TASK DESCRIPTION: Every record is to be transcribed exactly as written.

[Excerpts from a dataset]
#####

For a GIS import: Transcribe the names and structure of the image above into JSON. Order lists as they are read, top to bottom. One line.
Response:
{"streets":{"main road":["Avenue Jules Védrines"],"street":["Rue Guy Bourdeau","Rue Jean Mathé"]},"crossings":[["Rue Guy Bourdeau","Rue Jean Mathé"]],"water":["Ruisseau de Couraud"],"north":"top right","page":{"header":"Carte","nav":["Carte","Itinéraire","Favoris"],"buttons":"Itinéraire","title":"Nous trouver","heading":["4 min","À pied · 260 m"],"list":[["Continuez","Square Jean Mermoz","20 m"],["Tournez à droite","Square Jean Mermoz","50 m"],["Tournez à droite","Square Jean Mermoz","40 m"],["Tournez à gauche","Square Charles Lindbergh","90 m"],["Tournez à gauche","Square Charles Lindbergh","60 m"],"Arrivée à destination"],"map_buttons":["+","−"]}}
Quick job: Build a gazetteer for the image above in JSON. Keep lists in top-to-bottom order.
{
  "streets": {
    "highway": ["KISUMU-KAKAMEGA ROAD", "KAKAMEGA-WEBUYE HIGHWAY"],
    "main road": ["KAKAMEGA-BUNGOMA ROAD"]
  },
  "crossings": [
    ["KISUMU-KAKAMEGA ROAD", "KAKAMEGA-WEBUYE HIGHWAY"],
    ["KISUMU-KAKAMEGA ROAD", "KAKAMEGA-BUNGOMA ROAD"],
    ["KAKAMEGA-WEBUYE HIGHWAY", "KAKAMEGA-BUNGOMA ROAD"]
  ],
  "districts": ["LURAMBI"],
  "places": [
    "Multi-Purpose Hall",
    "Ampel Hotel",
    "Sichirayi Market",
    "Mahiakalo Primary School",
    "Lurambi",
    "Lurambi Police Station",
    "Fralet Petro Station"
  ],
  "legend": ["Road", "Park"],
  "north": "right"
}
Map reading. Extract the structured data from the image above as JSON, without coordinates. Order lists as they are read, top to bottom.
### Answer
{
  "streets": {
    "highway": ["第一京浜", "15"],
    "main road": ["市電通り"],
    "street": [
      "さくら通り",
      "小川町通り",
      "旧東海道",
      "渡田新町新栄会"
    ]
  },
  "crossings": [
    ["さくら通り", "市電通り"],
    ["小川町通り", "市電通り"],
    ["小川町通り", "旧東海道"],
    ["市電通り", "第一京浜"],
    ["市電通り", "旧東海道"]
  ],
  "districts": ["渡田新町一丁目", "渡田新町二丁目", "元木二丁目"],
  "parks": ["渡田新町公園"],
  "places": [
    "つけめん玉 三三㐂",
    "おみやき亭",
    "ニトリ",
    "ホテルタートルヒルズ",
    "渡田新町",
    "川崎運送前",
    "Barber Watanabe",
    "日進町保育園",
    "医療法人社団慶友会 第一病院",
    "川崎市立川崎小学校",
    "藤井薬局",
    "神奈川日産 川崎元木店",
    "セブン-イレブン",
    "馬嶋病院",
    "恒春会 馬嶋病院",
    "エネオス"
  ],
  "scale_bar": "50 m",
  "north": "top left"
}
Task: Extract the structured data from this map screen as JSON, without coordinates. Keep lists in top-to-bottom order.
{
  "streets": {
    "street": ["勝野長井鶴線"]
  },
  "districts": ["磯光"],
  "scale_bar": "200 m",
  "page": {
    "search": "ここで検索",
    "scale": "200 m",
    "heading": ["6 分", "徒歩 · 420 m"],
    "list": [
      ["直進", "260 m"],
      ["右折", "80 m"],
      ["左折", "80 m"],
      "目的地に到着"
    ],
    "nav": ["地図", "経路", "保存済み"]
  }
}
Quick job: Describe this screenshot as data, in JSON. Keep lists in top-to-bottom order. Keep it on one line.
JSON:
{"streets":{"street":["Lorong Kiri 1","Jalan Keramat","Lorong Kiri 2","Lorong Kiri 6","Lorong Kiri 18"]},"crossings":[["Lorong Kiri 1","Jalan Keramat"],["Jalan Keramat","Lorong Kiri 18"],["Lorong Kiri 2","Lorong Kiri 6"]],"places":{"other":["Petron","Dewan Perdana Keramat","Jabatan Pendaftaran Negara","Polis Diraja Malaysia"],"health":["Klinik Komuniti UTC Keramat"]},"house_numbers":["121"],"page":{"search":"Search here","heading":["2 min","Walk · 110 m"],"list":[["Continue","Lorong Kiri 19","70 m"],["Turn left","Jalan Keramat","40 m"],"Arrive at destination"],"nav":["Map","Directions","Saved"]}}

#####

FINISHED TASK:
For a GIS import: Transcribe the names and structure of the image above into JSON. Order lists as they are read, top to bottom. One line.
Response:
{"streets":{"main road":["Avenue Jules Védrines"],"street":["Rue Guy Bourdeau","Rue Jean Mathé"]},"crossings":[["Rue Guy Bourdeau","Rue Jean Mathé"]],"water":["Ruisseau de Couraud"],"north":"top right","page":{"header":"Carte","nav":["Carte","Itinéraire","Favoris"],"buttons":"Itinéraire","title":"Nous trouver","heading":["4 min","À pied · 260 m"],"list":[["Continuez","Square Jean Mermoz","20 m"],["Tournez à droite","Square Jean Mermoz","50 m"],["Tournez à droite","Square Jean Mermoz","40 m"],["Tournez à gauche","Square Charles Lindbergh","90 m"],["Tournez à gauche","Square Charles Lindbergh","60 m"],"Arrivée à destination"],"map_buttons":["+","−"]}}
Quick job: Build a gazetteer for the image above in JSON. Keep lists in top-to-bottom order.
{
  "streets": {
    "highway": ["KISUMU-KAKAMEGA ROAD", "KAKAMEGA-WEBUYE HIGHWAY"],
    "main road": ["KAKAMEGA-BUNGOMA ROAD"]
  },
  "crossings": [
    ["KISUMU-KAKAMEGA ROAD", "KAKAMEGA-WEBUYE HIGHWAY"],
    ["KISUMU-KAKAMEGA ROAD", "KAKAMEGA-BUNGOMA ROAD"],
    ["KAKAMEGA-WEBUYE HIGHWAY", "KAKAMEGA-BUNGOMA ROAD"]
  ],
  "districts": ["LURAMBI"],
  "places": [
    "Multi-Purpose Hall",
    "Ampel Hotel",
    "Sichirayi Market",
    "Mahiakalo Primary School",
    "Lurambi",
    "Lurambi Police Station",
    "Fralet Petro Station"
  ],
  "legend": ["Road", "Park"],
  "north": "right"
}
Map reading. Extract the structured data from the image above as JSON, without coordinates. Order lists as they are read, top to bottom.
### Answer
{
  "streets": {
    "highway": ["第一京浜", "15"],
    "main road": ["市電通り"],
    "street": [
      "さくら通り",
      "小川町通り",
      "旧東海道",
      "渡田新町新栄会"
    ]
  },
  "crossings": [
    ["さくら通り", "市電通り"],
    ["小川町通り", "市電通り"],
    ["小川町通り", "旧東海道"],
    ["市電通り", "第一京浜"],
    ["市電通り", "旧東海道"]
  ],
  "districts": ["渡田新町一丁目", "渡田新町二丁目", "元木二丁目"],
  "parks": ["渡田新町公園"],
  "places": [
    "つけめん玉 三三㐂",
    "おみやき亭",
    "ニトリ",
    "ホテルタートルヒルズ",
    "渡田新町",
    "川崎運送前",
    "Barber Watanabe",
    "日進町保育園",
    "医療法人社団慶友会 第一病院",
    "川崎市立川崎小学校",
    "藤井薬局",
    "神奈川日産 川崎元木店",
    "セブン-イレブン",
    "馬嶋病院",
    "恒春会 馬嶋病院",
    "エネオス"
  ],
  "scale_bar": "50 m",
  "north": "top left"
}
Task: Extract the structured data from this map screen as JSON, without coordinates. Keep lists in top-to-bottom order.
{
  "streets": {
    "street": ["勝野長井鶴線"]
  },
  "districts": ["磯光"],
  "scale_bar": "200 m",
  "page": {
    "search": "ここで検索",
    "scale": "200 m",
    "heading": ["6 分", "徒歩 · 420 m"],
    "list": [
      ["直進", "260 m"],
      ["右折", "80 m"],
      ["左折", "80 m"],
      "目的地に到着"
    ],
    "nav": ["地図", "経路", "保存済み"]
  }
}
Quick job: Describe this screenshot as data, in JSON. Keep lists in top-to-bottom order. Keep it on one line.
JSON:
{"streets":{"street":["Lorong Kiri 1","Jalan Keramat","Lorong Kiri 2","Lorong Kiri 6","Lorong Kiri 18"]},"crossings":[["Lorong Kiri 1","Jalan Keramat"],["Jalan Keramat","Lorong Kiri 18"],["Lorong Kiri 2","Lorong Kiri 6"]],"places":{"other":["Petron","Dewan Perdana Keramat","Jabatan Pendaftaran Negara","Polis Diraja Malaysia"],"health":["Klinik Komuniti UTC Keramat"]},"house_numbers":["121"],"page":{"search":"Search here","heading":["2 min","Walk · 110 m"],"list":[["Continue","Lorong Kiri 19","70 m"],["Turn left","Jalan Keramat","40 m"],"Arrive at destination"],"nav":["Map","Directions","Saved"]}}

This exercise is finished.